Les illusions perdues de l’Occident

Dans les années 1980, à l’aube de la libéralisation des échanges mondialisés de biens, de services et de capitaux, les élites politiques alors aux commandes en Occident admettaient que ce grand mouvement allait certes profiter largement aux pays en développement, mais lentement.

Selon eux, ces nouveaux concurrents, la Chine en particulier, ne pourraient pendant longtemps exister que dans les produits bas de gamme. Par ailleurs, leurs populations allaient immanquablement exiger une amélioration significative de leurs conditions d’existence et l’accession à «la lumière démocratique et libérale» telle que la connaît l’Occident, cela au détriment de leur stabilité intérieure.

Trois décennies plus tard, force est de reconnaître que les choses ne se sont pas passées comme prévu. Les démocraties occidentales ont été débordées dans la course au progrès et aux parts de marchés par ces nouveaux concurrents. Leurs avancées ont été considérables.
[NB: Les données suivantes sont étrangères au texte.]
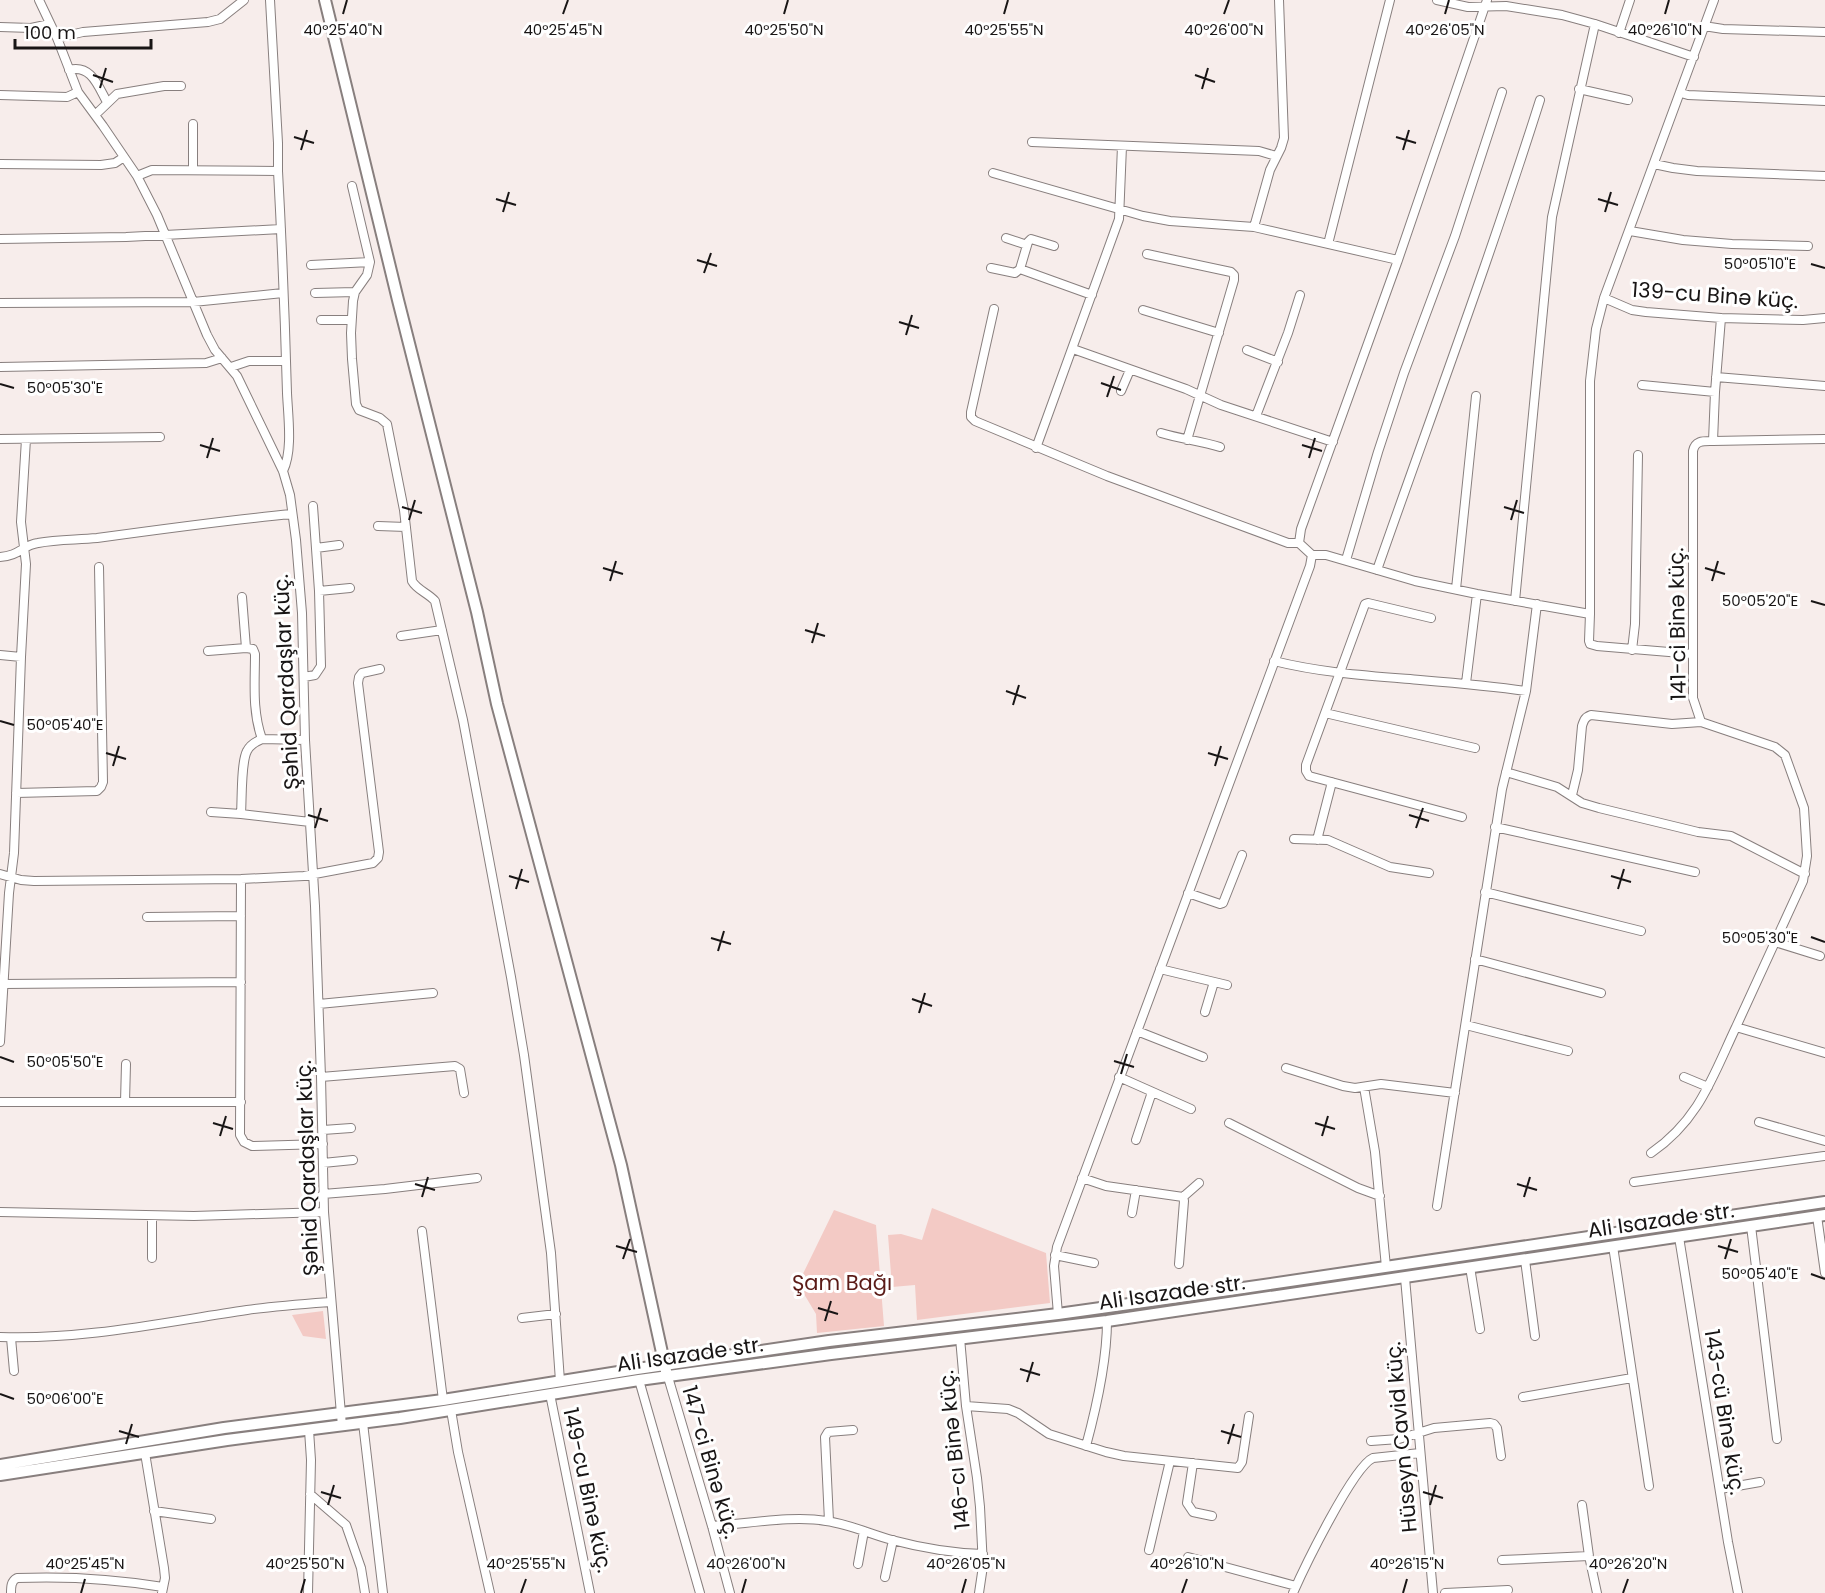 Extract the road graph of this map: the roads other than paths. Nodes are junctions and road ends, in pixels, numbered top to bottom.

Celles de la Chine se sont révélées particulièrement fulgurantes et le régime, autoritaire et promoteur d’un capitalisme d’Etat, est toujours bien en place. Il reste très largement soutenu par une population dont le ciment, n’en déplaise aux Occidentaux, n’est pas la main de fer du Parti communiste mais bien ses racines et sa culture confucéennes.

Rejet des droits de l’homme

Sur le plan de la géopolitique, le siège de leader a été de facto abandonné par les USA, désormais «seuls contre le monde». Le président Xi Jinping, à l’occasion du dernier congrès du PC chinois, a jugé le moment opportun pour le réclamer, cela au nom d’un grand dessein dont il a jeté les fondements depuis une décennie.

Il entend faire entrer la planète dans une nouvelle ère, moyennant une «nouvelle pensée» destinée à garantir la paix et la sécurité universelle, celle de «la communauté de destin de l’humanité». Celle-ci sera fondée dans les relations internationales sur les principes de l’égalité, du multilatéralisme, du respect de la souveraineté et des différences.

Comprend-on que ce projet et cette formulation marquent le rejet du fondement officiel des politiques menées par l’Occident depuis près d’un siècle, à savoir les valeurs portées par la Déclaration universelle des droits de l’homme? Ils sont l’expression du refus des pays émergents de se conformer aux diktats de la démocratie, utilisés si efficacement par l’Occident depuis deux siècles pour organiser le monde à sa convenance.

Les maux de l’Europe du XXIe siècle

L’Occident démocratique ne va pas s’effondrer. Mais s’il entend retrouver sa confiance et son rayonnement passé, il est temps pour lui de reconnaître les causes de sa faiblesse et de rechercher comment il pourrait résister aux coups de boutoir que lui assènent les pays neufs, gouvernés par des «hommes forts» ou des régimes autocratiques. Et dans cette réflexion essentielle nous devrions nous rappeler les prédictions de Joseph Schumpeter.

Le célèbre économiste autrichien expliquait que trois dangers guettent le capitalisme: l’hypertrophie de l’Etat-providence et sécuritaire au détriment de la responsabilité individuelle et de l’esprit d’entreprise, un égalitarisme insensé, une marée législative et réglementaire. Il est peu contestable que l’Europe du XXIe siècle souffre très profondément de ces maux et que ceux-ci constituent vraisemblablement les causes essentielles de son déclin sur la scène mondiale.

La mission cruciale de Macron

Il importe également que nous nous interrogions sans a priori sur la capacité que possèdent nos concurrents, par-delà les difficultés de tout ordre qu’ils ont évidemment à affronter, de tracer une voie à leur peuple et à leur insuffler enthousiasme et foi en l’avenir. Que nous réfléchissions aux raisons qui font qu’ici, en Europe, nos élites politiques sont devenues des gestionnaires du court terme ayant perdu toute ambition de mobiliser leurs citoyens-électeurs autour d’idéaux élevés et sur des projets exigeants.

A cet égard, la mission que s’est donnée Emmanuel Macron, dernier venu sur la scène politique européenne, sera cruciale. A la différence des politiciens qui gouvernent le Vieux Continent, cet homme intellectuellement solide, charismatique et rassembleur, aussi ambitieux pour son pays que pour l’Europe et lui-même, a élaboré une vision globale des scléroses et des anachronismes qui les rongent.

Empreint du courage de les affronter, il semble déterminé à les en guérir et à mettre en œuvre les vastes réformes requises par le monde nouveau. Saura-t-il redonner aux Français et aux Européens la confiance dans leurs institutions et leurs dirigeants, le goût du rêve collectif, l’enthousiasme, la foi en l’avenir, ces moteurs fondateurs de nos succès passés et de ceux des pays émergents?

Pierre Kunz, ancien président de l’Institut national genevois.